Generating a user certificate signed by the test CA

1. Select the CA Certificates folder.
2. Select File | Generate User Test Certificate. The Generate User Test Certificate wizard displays.
3. Supply the required information described in Table 12-1. Click Back and Next to review and modify information.
4. You can use any of the following characters for the label:
   • Letters A - Z and a - z
   • Numeric values 0 - 9
   • (space) ' ( ) + , - . / : = ?
5. Click Finish to exit the wizard and generate the certificate.
6. Click OK in the Info dialog. The certificate displays when you highlight the User Certificates folder.

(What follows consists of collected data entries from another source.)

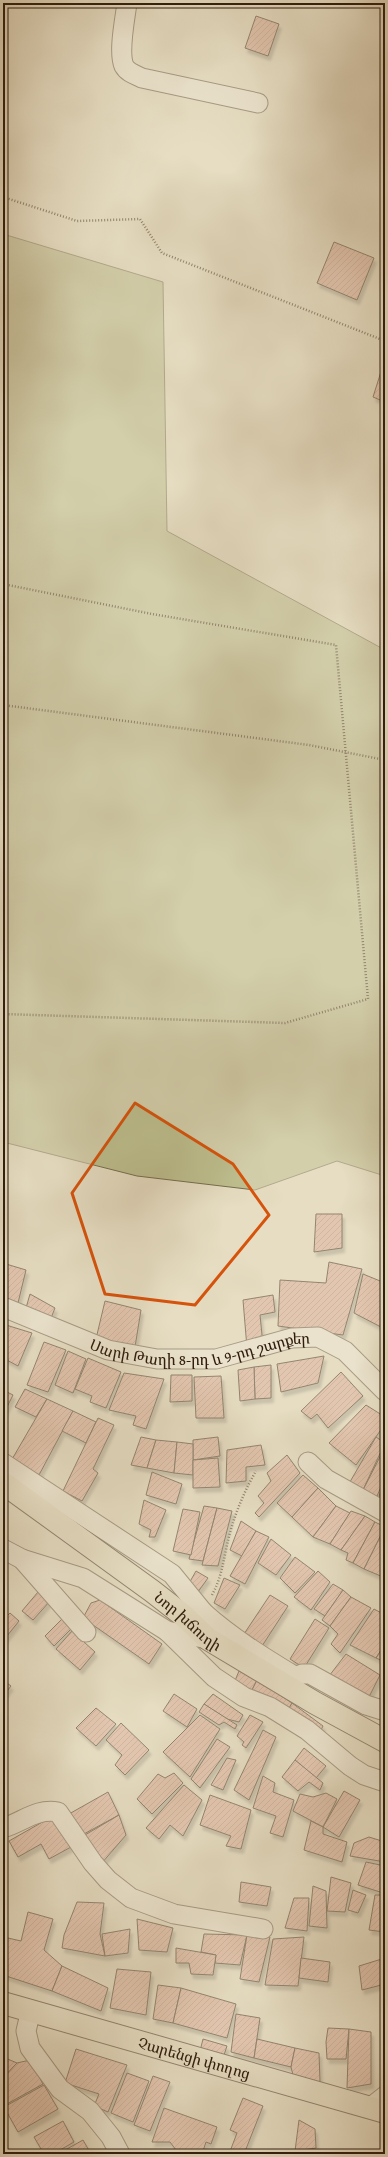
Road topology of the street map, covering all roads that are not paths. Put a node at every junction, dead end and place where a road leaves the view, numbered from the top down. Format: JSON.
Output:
{"nodes":[{"id":1,"x":127,"y":3,"type":"edge"},
{"id":2,"x":258,"y":103,"type":"dead end"},
{"id":3,"x":3,"y":1307,"type":"edge"},
{"id":4,"x":385,"y":1391,"type":"edge"},
{"id":5,"x":308,"y":1462,"type":"dead end"},
{"id":6,"x":3,"y":1463,"type":"edge"},
{"id":7,"x":3,"y":1483,"type":"edge"},
{"id":8,"x":385,"y":1512,"type":"edge"},
{"id":9,"x":3,"y":1549,"type":"edge"},
{"id":10,"x":22,"y":1559,"type":"junction"},
{"id":11,"x":203,"y":1612,"type":"junction"},
{"id":12,"x":167,"y":1631,"type":"junction"},
{"id":13,"x":86,"y":1632,"type":"dead end"},
{"id":14,"x":208,"y":1639,"type":"junction"},
{"id":15,"x":289,"y":1680,"type":"junction"},
{"id":16,"x":385,"y":1711,"type":"edge"},
{"id":17,"x":385,"y":1741,"type":"edge"},
{"id":18,"x":385,"y":1782,"type":"edge"},
{"id":19,"x":3,"y":1828,"type":"edge"},
{"id":20,"x":263,"y":1929,"type":"dead end"},
{"id":21,"x":3,"y":2003,"type":"edge"},
{"id":22,"x":31,"y":2010,"type":"junction"},
{"id":23,"x":380,"y":2105,"type":"edge"},
{"id":24,"x":120,"y":2154,"type":"edge"}],
"edges":[{"from":1,"to":2,"type":"street"},
{"from":3,"to":4,"type":"street","name":"Սարի Թաղի 8-րդ և 9-րդ շարքեր"},
{"from":5,"to":8,"type":"street"},
{"from":6,"to":11,"type":"street"},
{"from":7,"to":14,"type":"main road","name":"Նոր խճուղի"},
{"from":9,"to":10,"type":"street"},
{"from":10,"to":12,"type":"street"},
{"from":10,"to":13,"type":"street"},
{"from":11,"to":14,"type":"street"},
{"from":11,"to":15,"type":"street"},
{"from":12,"to":14,"type":"street"},
{"from":12,"to":18,"type":"street"},
{"from":14,"to":15,"type":"main road","name":"Նոր խճուղի"},
{"from":15,"to":16,"type":"street"},
{"from":15,"to":17,"type":"main road","name":"Նոր խճուղի"},
{"from":19,"to":20,"type":"street"},
{"from":21,"to":22,"type":"main road","name":"Չարենցի փողոց"},
{"from":22,"to":23,"type":"main road","name":"Չարենցի փողոց"},
{"from":22,"to":24,"type":"street"}]}
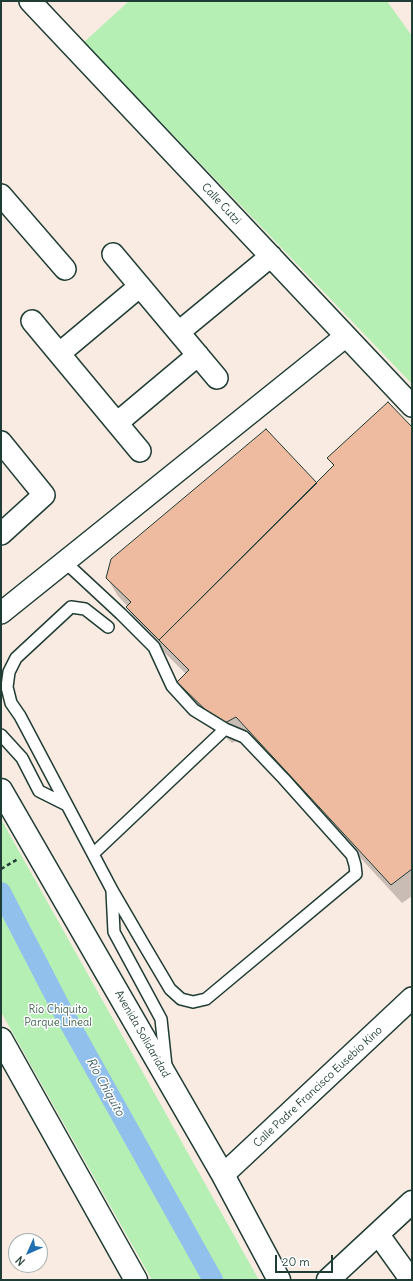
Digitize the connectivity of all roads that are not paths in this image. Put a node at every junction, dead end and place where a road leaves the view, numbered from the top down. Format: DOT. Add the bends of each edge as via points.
graph roads {
  1 [pos="39,4"];
  2 [pos="1,195"];
  3 [pos="113,254"];
  4 [pos="271,256"];
  5 [pos="65,269"];
  6 [pos="140,286"];
  7 [pos="32,321"];
  8 [pos="179,332"];
  9 [pos="346,336"];
  10 [pos="60,353"];
  11 [pos="198,355"];
  12 [pos="217,378"];
  13 [pos="412,406"];
  14 [pos="117,423"];
  15 [pos="1,442"];
  16 [pos="140,451"];
  17 [pos="1,534"];
  18 [pos="65,562"];
  19 [pos="1,613"];
  20 [pos="108,627"];
  21 [pos="226,729"];
  22 [pos="1,735"];
  23 [pos="1,790"];
  24 [pos="65,804"];
  25 [pos="93,854"];
  26 [pos="112,890"];
  27 [pos="412,998"];
  28 [pos="1,1038"];
  29 [pos="167,1078"];
  30 [pos="223,1176"];
  31 [pos="412,1202"];
  32 [pos="378,1234"];
  33 [pos="136,1280"];
  34 [pos="279,1280"];
  35 [pos="328,1280"];
  36 [pos="411,1280"];
  1 -- 4 [label="street, Calle Cutzi"];
  2 -- 5 [label="street"];
  3 -- 6 [label="street"];
  4 -- 8 [label="street"];
  4 -- 9 [label="street, Calle Cutzi"];
  6 -- 8 [label="street"];
  6 -- 10 [label="street"];
  7 -- 10 [label="street"];
  8 -- 11 [label="street"];
  9 -- 13 [label="street, Calle Cutzi"];
  9 -- 18 [label="street"];
  10 -- 14 [label="street"];
  11 -- 12 [label="street"];
  11 -- 14 [label="street"];
  14 -- 16 [label="street"];
  15 -- 17 [label="street" via="44,495"];
  18 -- 19 [label="street"];
  18 -- 21 [label="lane" via="154,647 172,686 194,710"];
  20 -- 24 [label="lane" via="85,609 71,606 16,658 9,672 11,703"];
  21 -- 25 [label="lane"];
  21 -- 26 [label="lane" via="244,738 284,779 352,855 356,874 206,999 193,1002 181,999 170,989"];
  22 -- 24 [label="lane" via="22,758 39,791"];
  23 -- 29 [label="main road, Avenida Solidaridad"];
  24 -- 25 [label="lane"];
  25 -- 26 [label="lane"];
  26 -- 29 [label="lane" via="114,932 161,1019"];
  27 -- 30 [label="street, Calle Padre Francisco Eusebio Kino"];
  28 -- 33 [label="main road"];
  29 -- 30 [label="main road, Avenida Solidaridad"];
  30 -- 34 [label="main road, Avenida Solidaridad"];
  31 -- 32 [label="main road"];
  32 -- 35 [label="main road"];
  32 -- 36 [label="street"];
}
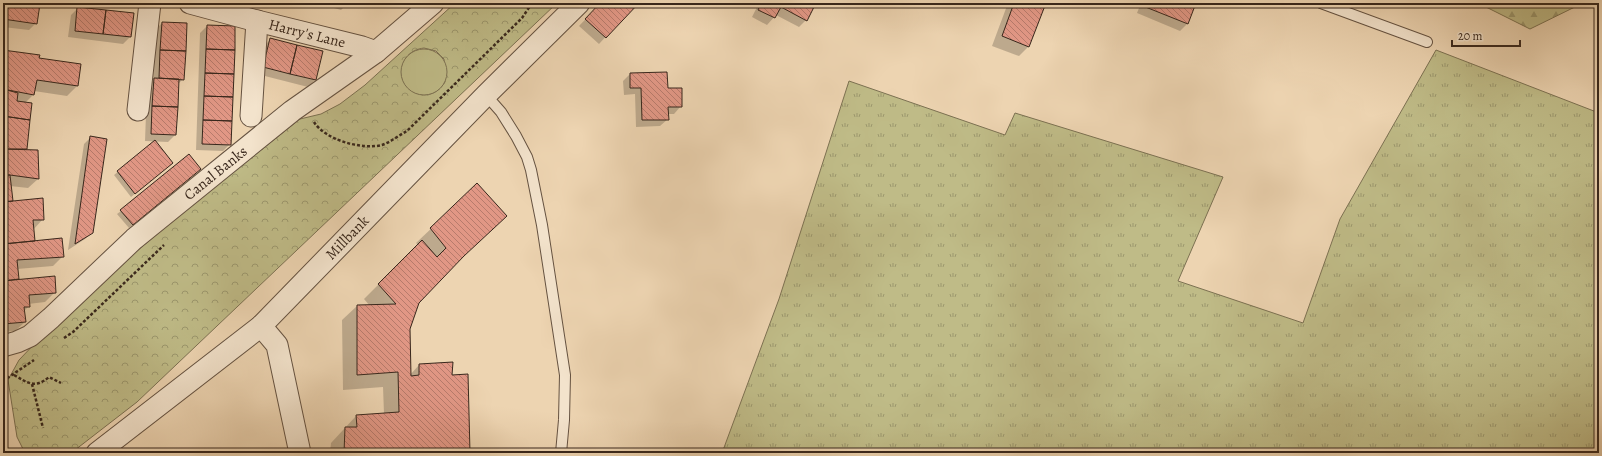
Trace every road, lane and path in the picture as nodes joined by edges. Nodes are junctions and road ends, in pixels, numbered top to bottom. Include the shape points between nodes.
1 (150, 3) edge
2 (190, 3) edge
3 (432, 3) edge
4 (532, 3) edge
5 (579, 3) edge
6 (1321, 3) edge
7 (258, 21) junction
8 (1426, 42) dead end
9 (376, 52) junction
10 (486, 95) junction
11 (303, 103) junction
12 (138, 110) dead end
13 (251, 116) dead end
14 (168, 242) dead end
15 (261, 326) junction
16 (61, 340) dead end
17 (3, 346) edge
18 (37, 358) dead end
19 (14, 375) junction
20 (3, 381) edge
21 (61, 383) dead end
22 (32, 384) junction
23 (43, 428) dead end
24 (97, 453) edge
25 (300, 453) edge
26 (561, 453) edge

1 - 12 street
2 - 7 street, Harry's Lane
3 - 9 street, Canal Banks
4 - 11 path via 522,18 407,131 382,145 350,144 324,134 316,126
5 - 10 street, Millbank
6 - 8 lane
7 - 9 street, Harry's Lane
7 - 13 street
9 - 11 street, Canal Banks
10 - 15 street, Millbank
10 - 26 lane via 501,112 516,136 531,170 542,225 564,375
11 - 17 street, Canal Banks via 134,240 30,336
14 - 16 path via 73,332
15 - 24 street, Millbank
15 - 25 street via 277,345
18 - 19 path
19 - 20 path
19 - 22 path
21 - 22 path via 49,377 42,383
22 - 23 path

Table 12-1: User test certificate information

Property	Description	Comments/example
Key Strength	Select the authentication key strength. The greater the number, the stronger the encryption. Your options are: 512 bits 768 bits 1024 bits	For international users, key strength is 512.
Key Label	The name that identifies the certificate.	Required field. The label must be unique among all labels used for all certificates.
Validity Period	From the drop-down list, select the length of time that the certificate is valid.	When a client (or server) presents a certificate for authentication, EAServer (or the browser) checks to see if the certificate has expired.
Cert Usage	Click the check box for either or both: SSL Client SSL Server	The same certificate can be used by a client and/or EAServer.
Common Name	Your first and last name.	Required field.
User ID	Any ID that would further identify you.
Organization	The name of your company, university, or other organization.	Required field.
Organization Unit	The name of a department within your organization.
Locality	The location of your organization.	You must supply at least one of: Locality State/Province Country
State/Province	State or province name.
Country	Your two-digit country code; for example, "U.S."
Requester Name	The person requesting the certificate.
Server Admin	The name, if any, of the server administrator.
E-Mail	Your e-mail address.
Mark Private Key Exportable	Checked by default, this property allows you to export this certificate along with its private key.	See "Installing and exporting certificates" for more information.    If checked, you can later uncheck this property. Once unchecked, you cannot change this property. If unchecked, you cannot export this certificate and private key.

Processing a certificate request

Security Manager can process a certificate request generated from elsewhere. The test CA signs the request and generates the certificate.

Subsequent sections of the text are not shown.